Четыре троглодита сидели на берегу речки и натаскивали собаку на полезную деятельность. Они бросали в речку камни, а доверчивая собака училась их приносить.

Камень падал в воду, собака, мгновенно среагировав, устремлялась за ним, но когда доплывала, камня в месте его падения не оказывалось, и она, покружив по реке, виновато и растерянно возвращалась на берег.

Но не успевала она отряхнуться, как в воду летел новый камень, и собака устремлялась за ним. И снова с тем же успехом.

Троглодиты надрывали животики. Эта глупая собака не знала, что камень тонет в воде, а троглодиты знали, они были образованные. И они швыряли камни, норовя в собаку попасть, потому что невежество не должно оставаться безнаказанным.

Но собаку это не останавливало. У нее была цель, и она не догадывалась, что уже сама стала целью. И она упорно пыталась настигнуть камень, но всякий раз опаздывала и не могла понять почему.

На берег вышли четыре троглодитки и тоже повеселились от души. А потом все вместе они нашли себе другое занятие и позабыли о собаке.

А она стояла на берегу и неотрывно смотрела на воду. Камни больше не падали, а она все ждала и ждала. И как-то нервно вздрагивала, и порывалась куда-то плыть…

Раньше у нее была цель. Пусть нелепая, неосуществимая, пусть унизительная и обидная, но все же цель, наполнявшая смыслом ее собачье существование…

А река проплывала мимо, величественная и спокойная. Для того, чтобы плыть, ей не требовалось никакой цели.

Путь истины

Шумер собрался истину сказать. Хотел ее нарисовать на камне. Нашлось немало истин под руками, но только камня негде было взять.

И египтянин пил из родника, наполненного мудростью и силой. Ему б куска папируса хватило, но не хватало этого куска.

А древний грек? Ведь этот древний грек избороздил всю Грецию кругами. Но было даже в городе Пергаме с пергаментом неважно как на грех.

И в наши дни заботится прогресс об истине как о великом благе.
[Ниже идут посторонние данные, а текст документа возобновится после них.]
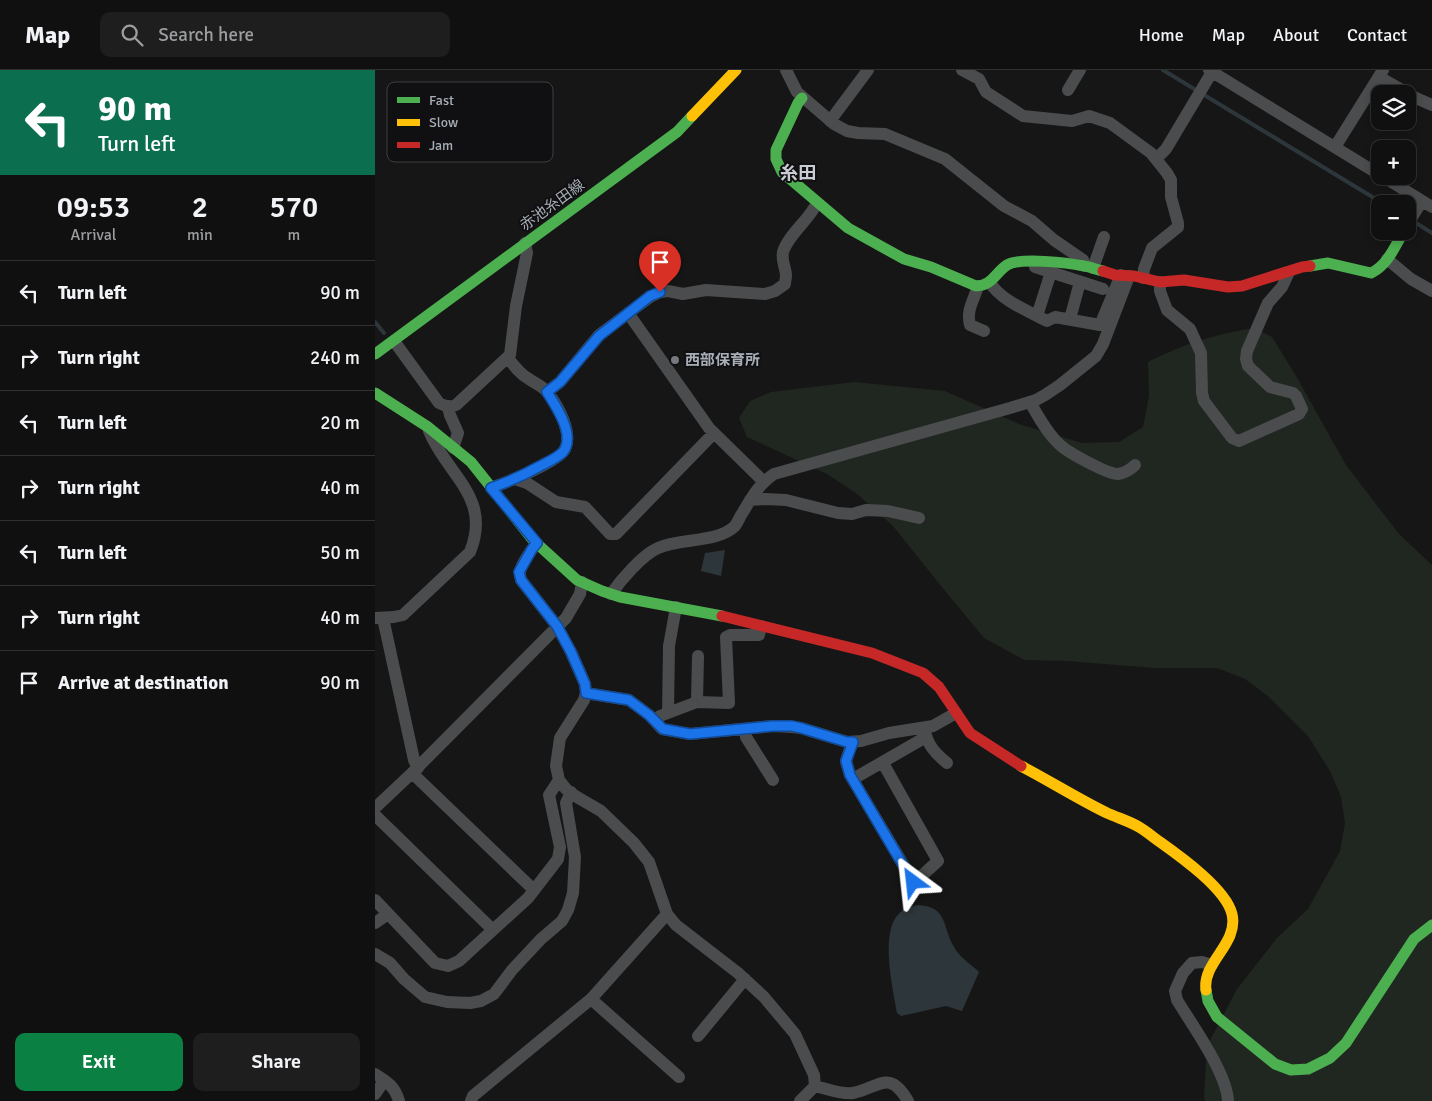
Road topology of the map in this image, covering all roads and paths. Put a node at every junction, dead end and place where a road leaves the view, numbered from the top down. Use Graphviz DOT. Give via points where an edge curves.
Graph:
graph roads {
  1 [pos="736,70"];
  2 [pos="786,70"];
  3 [pos="868,70"];
  4 [pos="962,70"];
  5 [pos="1079,70"];
  6 [pos="1211,71"];
  7 [pos="1381,73"];
  8 [pos="1068,90"];
  9 [pos="802,98"];
  10 [pos="1432,105"];
  11 [pos="830,121"];
  12 [pos="1335,147"];
  13 [pos="1156,159"];
  14 [pos="1371,170"];
  15 [pos="1396,185"];
  16 [pos="817,204"];
  17 [pos="1427,204"];
  18 [pos="1416,216"];
  19 [pos="1104,236"];
  20 [pos="1399,240"];
  21 [pos="525,243"];
  22 [pos="1387,259"];
  23 [pos="1028,261"];
  24 [pos="1089,267"];
  25 [pos="1051,272"];
  26 [pos="1289,272"];
  27 [pos="1125,275"];
  28 [pos="1143,278"];
  29 [pos="1080,282"];
  30 [pos="1159,282"];
  31 [pos="984,284"];
  32 [pos="1103,289"];
  33 [pos="1432,291"];
  34 [pos="628,314"];
  35 [pos="1037,316"];
  36 [pos="1070,319"];
  37 [pos="984,331"];
  38 [pos="394,341"];
  39 [pos="375,354"];
  40 [pos="508,358"];
  41 [pos="547,392"];
  42 [pos="375,393"];
  43 [pos="1030,402"];
  44 [pos="448,407"];
  45 [pos="428,427"];
  46 [pos="715,433"];
  47 [pos="453,448"];
  48 [pos="1135,465"];
  49 [pos="515,479"];
  50 [pos="763,482"];
  51 [pos="491,488"];
  52 [pos="750,500"];
  53 [pos="919,518"];
  54 [pos="537,543"];
  55 [pos="582,582"];
  56 [pos="611,594"];
  57 [pos="676,607"];
  58 [pos="379,618"];
  59 [pos="557,626"];
  60 [pos="761,626"];
  61 [pos="698,656"];
  62 [pos="586,693"];
  63 [pos="697,702"];
  64 [pos="668,712"];
  65 [pos="957,713"];
  66 [pos="654,720"];
  67 [pos="745,729"];
  68 [pos="925,732"];
  69 [pos="853,742"];
  70 [pos="883,762"];
  71 [pos="947,764"];
  72 [pos="415,770"];
  73 [pos="853,779"];
  74 [pos="559,780"];
  75 [pos="773,780"];
  76 [pos="571,792"];
  77 [pos="375,808"];
  78 [pos="375,815"];
  79 [pos="535,890"];
  80 [pos="375,900"];
  81 [pos="388,914"];
  82 [pos="667,914"];
  83 [pos="375,923"];
  84 [pos="1432,926"];
  85 [pos="493,930"];
  86 [pos="375,954"];
  87 [pos="1211,965"];
  88 [pos="745,980"];
  89 [pos="591,999"];
  90 [pos="698,1036"];
  91 [pos="679,1077"];
  92 [pos="380,1078"];
  93 [pos="815,1086"];
  94 [pos="375,1094"];
  95 [pos="858,1097"];
  96 [pos="399,1101"];
  97 [pos="471,1101"];
  98 [pos="800,1101"];
  99 [pos="908,1101"];
  100 [pos="1229,1101"];
  1 -- 21 [label="street, 赤池糸田線" via="677,132"];
  2 -- 9 [label="street"];
  3 -- 11 [label="street"];
  4 -- 13 [label="street" via="979,79 986,92 1023,116 1072,121 1089,116 1110,123"];
  5 -- 8 [label="street"];
  6 -- 12 [label="street"];
  6 -- 13 [label="street" via="1166,149"];
  7 -- 10 [label="street" via="1416,98"];
  7 -- 12 [label="street"];
  9 -- 11 [label="street"];
  9 -- 16 [label="street" via="776,150 776,159 782,172"];
  11 -- 24 [label="street" via="858,133 885,134 945,159 1004,206 1032,221"];
  12 -- 14 [label="street"];
  13 -- 28 [label="street" via="1171,180 1171,198 1179,223 1152,248"];
  15 -- 17 [label="street"];
  16 -- 31 [label="street" via="848,228 904,258"];
  16 -- 34 [label="street" via="786,244 782,254 785,284 775,292 660,292"];
  17 -- 18 [label="street"];
  19 -- 24 [label="street"];
  20 -- 22 [label="street"];
  21 -- 38 [label="street, 赤池糸田線"];
  21 -- 40 [label="street" via="527,253"];
  22 -- 26 [label="street" via="1378,271 1371,273 1328,263"];
  22 -- 33 [label="street"];
  23 -- 24 [label="street"];
  23 -- 25 [label="street" via="1029,265"];
  23 -- 31 [label="street" via="1007,265"];
  24 -- 27 [label="street"];
  25 -- 29 [label="street"];
  25 -- 35 [label="street"];
  26 -- 30 [label="street" via="1242,286 1184,280"];
  26 -- 30 [label="street" via="1269,303 1246,359 1247,366 1271,387 1293,393 1302,409 1299,414 1239,441 1232,438 1204,401 1201,353 1189,329 1167,310"];
  27 -- 28 [label="street"];
  27 -- 36 [label="street" via="1101,324"];
  27 -- 43 [label="street" via="1103,344 1096,356 1061,385"];
  28 -- 30 [label="street"];
  29 -- 32 [label="street"];
  29 -- 36 [label="street"];
  31 -- 35 [label="street"];
  31 -- 37 [label="street" via="969,309 970,325"];
  34 -- 41 [label="street" via="599,336 560,382"];
  34 -- 46 [label="street"];
  35 -- 36 [label="street" via="1047,321 1055,317"];
  38 -- 39 [label="street, 赤池糸田線"];
  38 -- 44 [label="street" via="439,403"];
  40 -- 41 [label="street" via="517,370"];
  40 -- 44 [label="street" via="457,405"];
  41 -- 49 [label="street" via="565,426 565,450"];
  42 -- 45 [label="street"];
  43 -- 48 [label="street" via="1058,444 1069,451 1117,474"];
  43 -- 50 [label="street" via="774,474"];
  44 -- 47 [label="street" via="458,433"];
  45 -- 47 [label="street"];
  45 -- 58 [label="street" via="434,442 470,495 477,518 475,540 470,552 405,614"];
  46 -- 49 [label="street" via="616,534 610,534 585,507 556,502"];
  46 -- 50 [label="street"];
  47 -- 51 [label="street" via="471,462"];
  49 -- 51 [label="street"];
  50 -- 52 [label="street"];
  51 -- 54 [label="street"];
  52 -- 53 [label="street" via="786,500 838,513 888,511"];
  52 -- 56 [label="street" via="735,526 720,534 657,548"];
  54 -- 55 [label="street"];
  54 -- 59 [label="street" via="519,572 521,580"];
  55 -- 56 [label="street"];
  55 -- 59 [label="street" via="580,594 566,618"];
  56 -- 57 [label="street"];
  57 -- 60 [label="street"];
  57 -- 64 [label="street" via="669,646"];
  58 -- 72 [label="street"];
  59 -- 62 [label="street" via="575,660"];
  59 -- 72 [label="street"];
  60 -- 63 [label="street" via="759,635 726,637 729,703"];
  60 -- 65 [label="street" via="872,653 923,673 939,687"];
  61 -- 63 [label="street"];
  62 -- 66 [label="street" via="629,700"];
  62 -- 74 [label="street" via="560,738 556,766"];
  63 -- 64 [label="street"];
  64 -- 66 [label="street"];
  65 -- 68 [label="street"];
  65 -- 87 [label="street" via="970,733 1002,755 1139,827 1211,882 1228,903 1233,928 1223,950"];
  66 -- 67 [label="street" via="663,729 690,734"];
  67 -- 69 [label="street" via="792,726"];
  67 -- 75 [label="street" via="746,737"];
  68 -- 69 [label="street" via="889,732"];
  68 -- 70 [label="street"];
  68 -- 71 [label="street" via="935,753"];
  69 -- 73 [label="street" via="846,761"];
  70 -- 73 [label="street"];
  70 -- 73 [label="street" via="938,861 917,880 913,882"];
  72 -- 77 [label="street"];
  72 -- 79 [label="street"];
  74 -- 76 [label="street"];
  74 -- 79 [label="street" via="549,795 560,847 558,858"];
  76 -- 82 [label="street" via="601,811 635,843 649,862"];
  76 -- 86 [label="street" via="566,803 575,857 573,893 568,910 562,921 535,945 494,994 470,1003 425,998 390,963"];
  78 -- 85 [label="street"];
  79 -- 85 [label="street"];
  80 -- 81 [label="street"];
  81 -- 83 [label="street"];
  81 -- 85 [label="street" via="435,963 448,966 459,961"];
  82 -- 88 [label="street"];
  82 -- 89 [label="street"];
  84 -- 87 [label="street" via="1414,939 1346,1043 1330,1058 1308,1069 1291,1070 1275,1064 1217,1017 1208,1001 1205,981"];
  87 -- 100 [label="street" via="1192,963 1175,990 1177,1000 1224,1080"];
  88 -- 90 [label="street"];
  88 -- 93 [label="street" via="795,1034 814,1075"];
  89 -- 91 [label="street"];
  89 -- 97 [label="street" via="473,1096"];
  92 -- 94 [label="street"];
  92 -- 96 [label="street" via="396,1092"];
  93 -- 95 [label="street"];
  93 -- 98 [label="street"];
  95 -- 99 [label="street" via="877,1084 887,1082 897,1085"];
}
Но что же делать, если нет бумаги?.. Для истины ее всегда в обрез.

Праздник освобожденного труда

Сидят в харчевне раб, крепостной и колхозник, отмечают праздник освобожденного труда. Раб, как наиболее состоятельный, угощает. Крепостной не при деньгах, колхозник вообще забыл, как они выглядят.

— Выпьем за свободу! — предлагает раб. — Я, как деньги накоплю, сразу выкуплюсь на свободу.

— И много насобирал?

— Да уже порядочно. Даже господину иной раз одолжу. Он, правда, всегда отдает аккуратно.

Колхозник удивился. Он привык, что с него только тянут. Что хотят, отберут, а там и не спрашивай.

— Сравнил! — сказал крепостной. — У них же Рим, сплошное римское право. Они и женятся по своей любви, а не по любви своего господина, и завещание могут оставить. Воля умершего раба уважается, как воля свободного человека.

Раб объяснил: потому что после смерти все люди равны. Согласно, конечно, римскому праву.

— Выпьем за свободу! — предложил раб.

Крепостной не стал пить. Он не понимал этой рабской привязанности к свободе. Живет человек нормально, квартира у него, семья. Мало того, есть человек, который им дорожит, как своей собственностью. А кто будет им дорожить на свободе?

— На кой хрен тебе эта свобода? — сказал крепостной. — Живешь ты в городе, в культурном центре, а не в деревенской глуши и грязи. А тут всю жизнь в земле, не поймешь, ты живой или уже умер. Да еще помещик норовит шкуру содрать.

— Всего одну шкуру? — удивился колхозник. — Это вы еще хорошо живете. С нас сдирают, сколько можно содрать, и даже больше, чем можно содрать.

Раб сказал, что римское право такого не позволяет. Крепостной сказал, что и крепостное право такого не позволяет.

— Да ладно вам, — отмахнулся колхозник. — Были у нас любители качать права, только где они сейчас… Вот, допустим, ты возьмешь с поля колосок. Что тебе за это по крепостному праву полагается?

— Ничего не полагается. На кой мне этот колосок?

— Вот видишь, тебе ничего, а меня за этот колосок — на каторгу.

Раб поставил стакан. Ему почему-то пить расхотелось.

— Ну, дела! — сказал крепостной. — Чтоб за колосок на каторгу — такого я еще не слыхал. Это уже не крепостное право, это какое-то крепостное бесправие!

Все замолчали. Как-то не складывался у них праздник освобожденного труда.

— Давайте выпьем в знак солидарности с колхозным крестьянством. Я не при деньгах, но я угощаю, — сказал крепостной, впервые почувствовав себя раскрепощенным человеком.

— Выпьем за светлое прошлое, — сказал колхозник. — Может, нас потому в светлое будущее зовут, чтоб мы повернулись спиной к нашему светлому прошлому.